We all looked on, Rich and I in disbelief, the boys in fascination as to what was making him make that noise. Well my sons, that boy’s dad is a tool, and that boy will be having a lot of therapy later on.
Now, who wants a Milky Way?
Mum
My little sister Em, no slacker in the fight for social justice herself, wrote this about Mum. I’d add bonkers, because she was, but I couldn’t put it better.
Mum. Funny. Intelligent. Compassionate. Caring. Honest. Trusting. Inspirational. Missed.
Funny because we once bought her a giant elastic band and successfully convinced her it was a hands free kit for her newly acquired mobile phone.
Intelligent because she was the first person you’d call for help in a pub quiz.
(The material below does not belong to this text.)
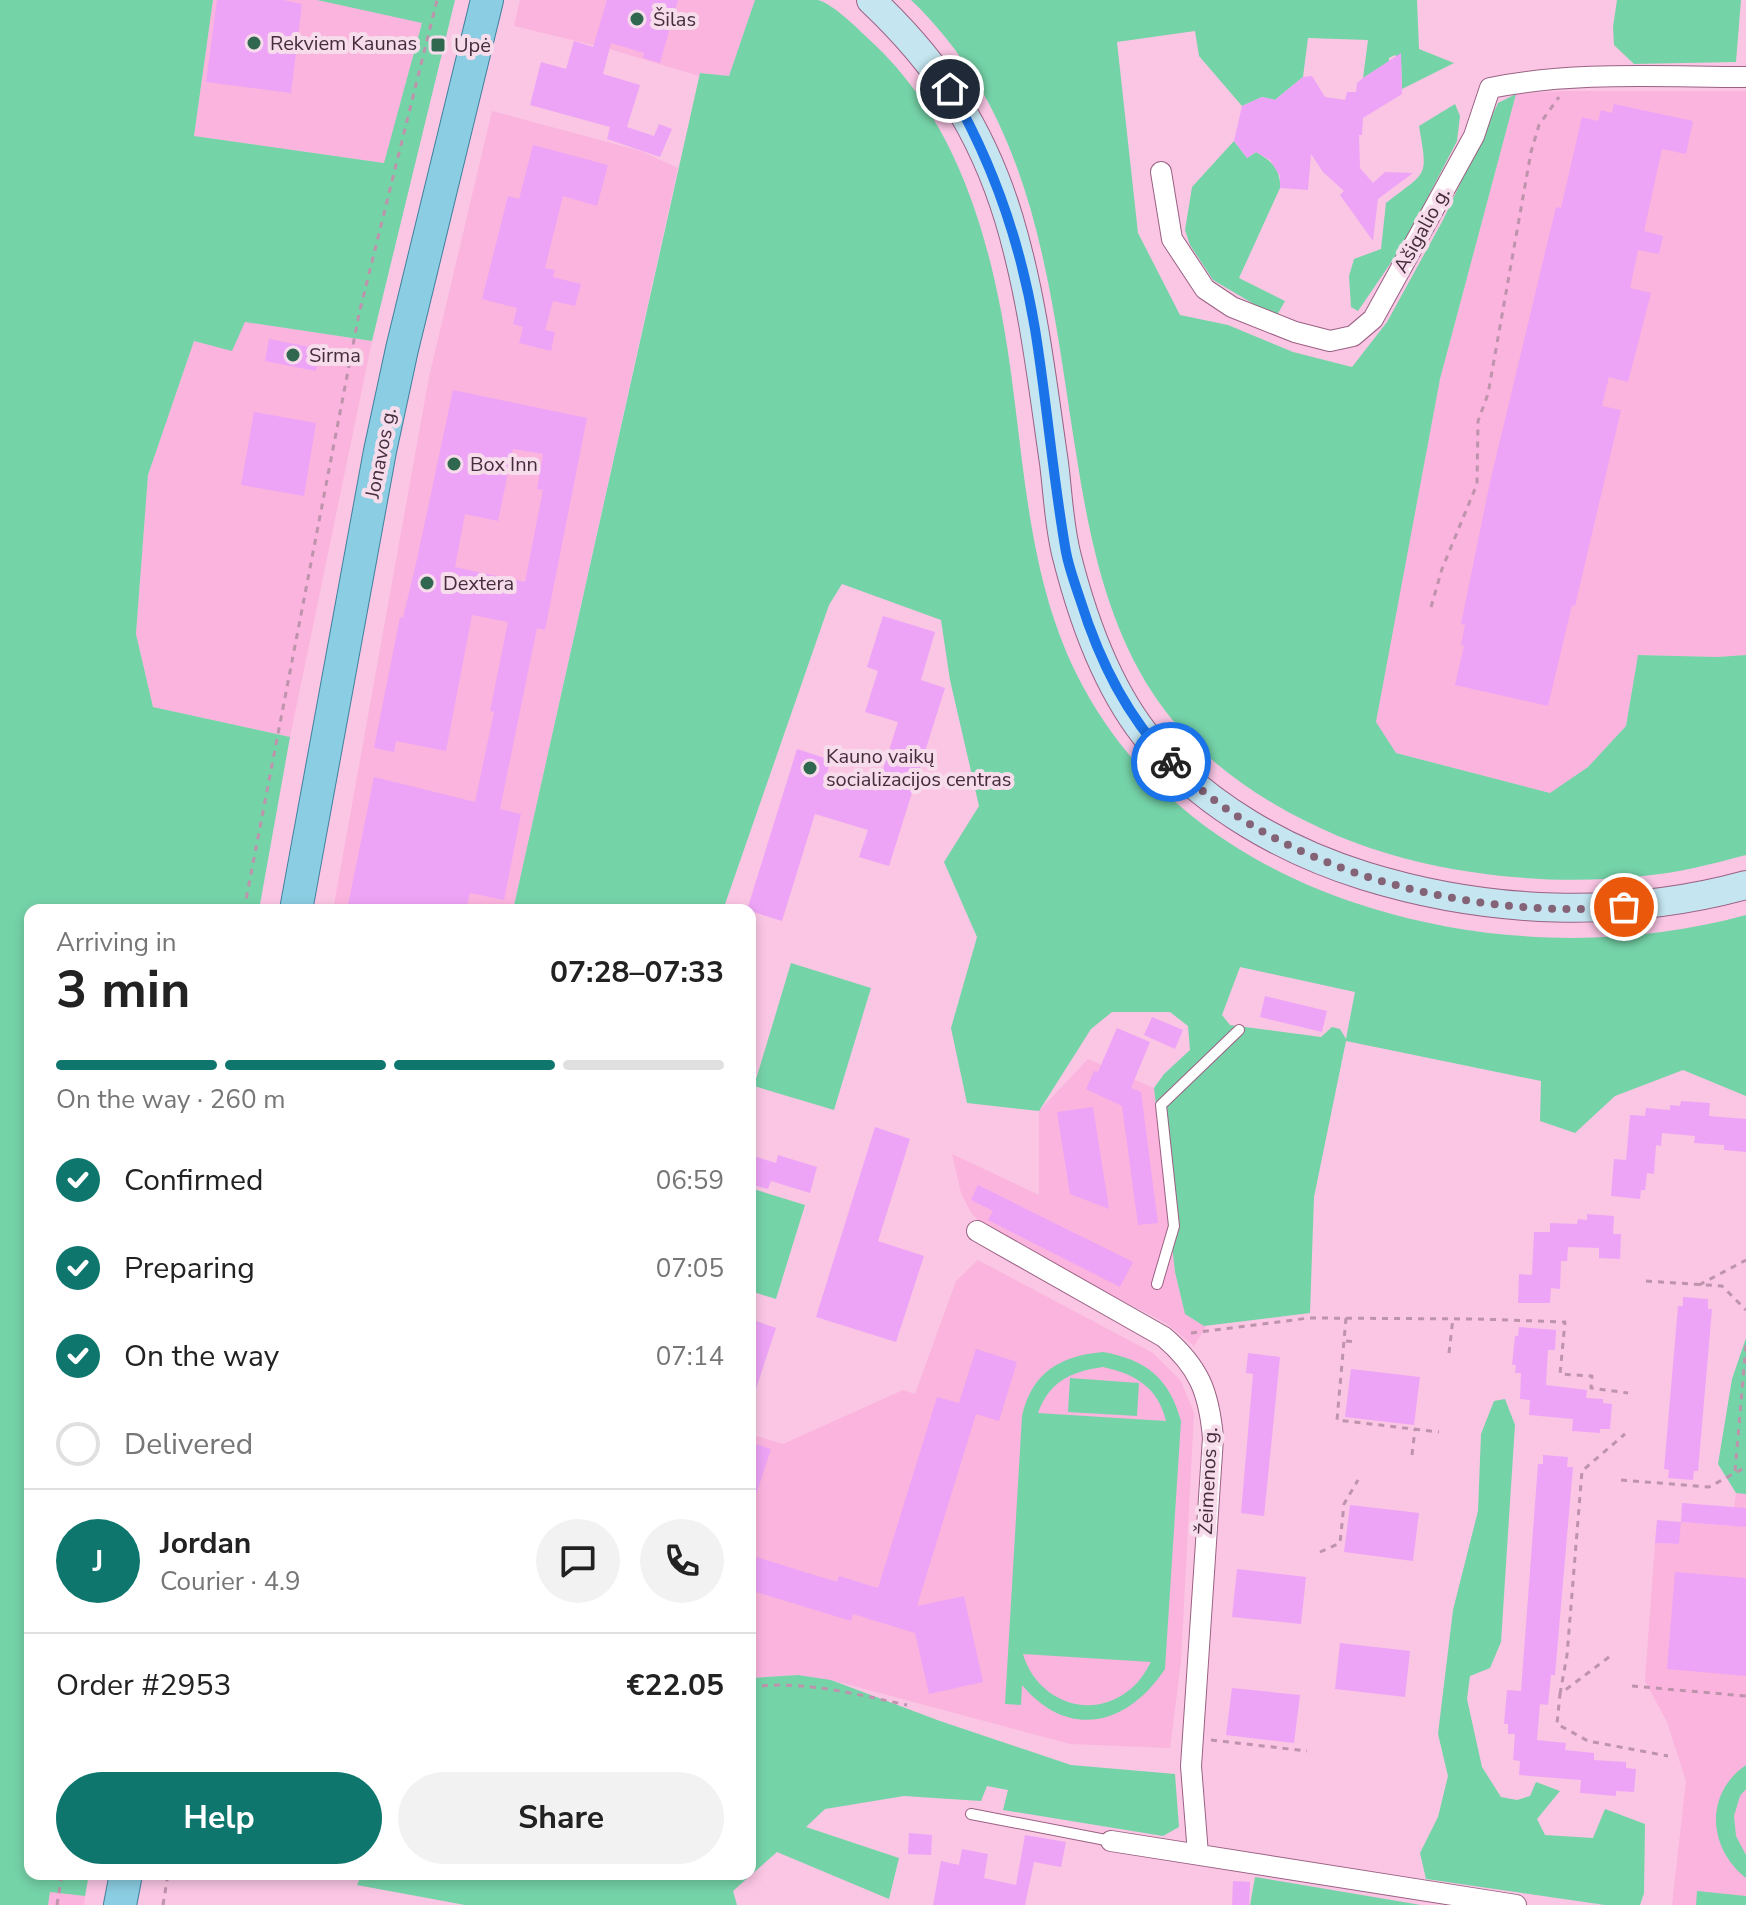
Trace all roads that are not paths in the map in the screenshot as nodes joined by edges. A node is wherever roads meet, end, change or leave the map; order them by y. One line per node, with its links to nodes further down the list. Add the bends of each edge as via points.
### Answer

She knew everything about everything.
Compassionate because when she died, people I’d never met came to tell me of some wonderful, generous, selfless deed my Mum had done to help them at their time of need.
Caring because she cared about everyone and everything that was wrong in the world.
Honest because she’d never lie to you, even when the truth really stung.
Trusting because on several occasions she took young homeless people into our house to stay. Some of these people stole from her; they stole our Simpsons videos, they stole our pound coins from the TV meter. But she never, ever trusted the next person less.
Inspirational because at 4 ft 11, a single Mum from a council estate in Oldham, stood up at a Labour Party Conference and told them what social justice really meant.
Missed because it has been five years and it still feels like a punch in the gut.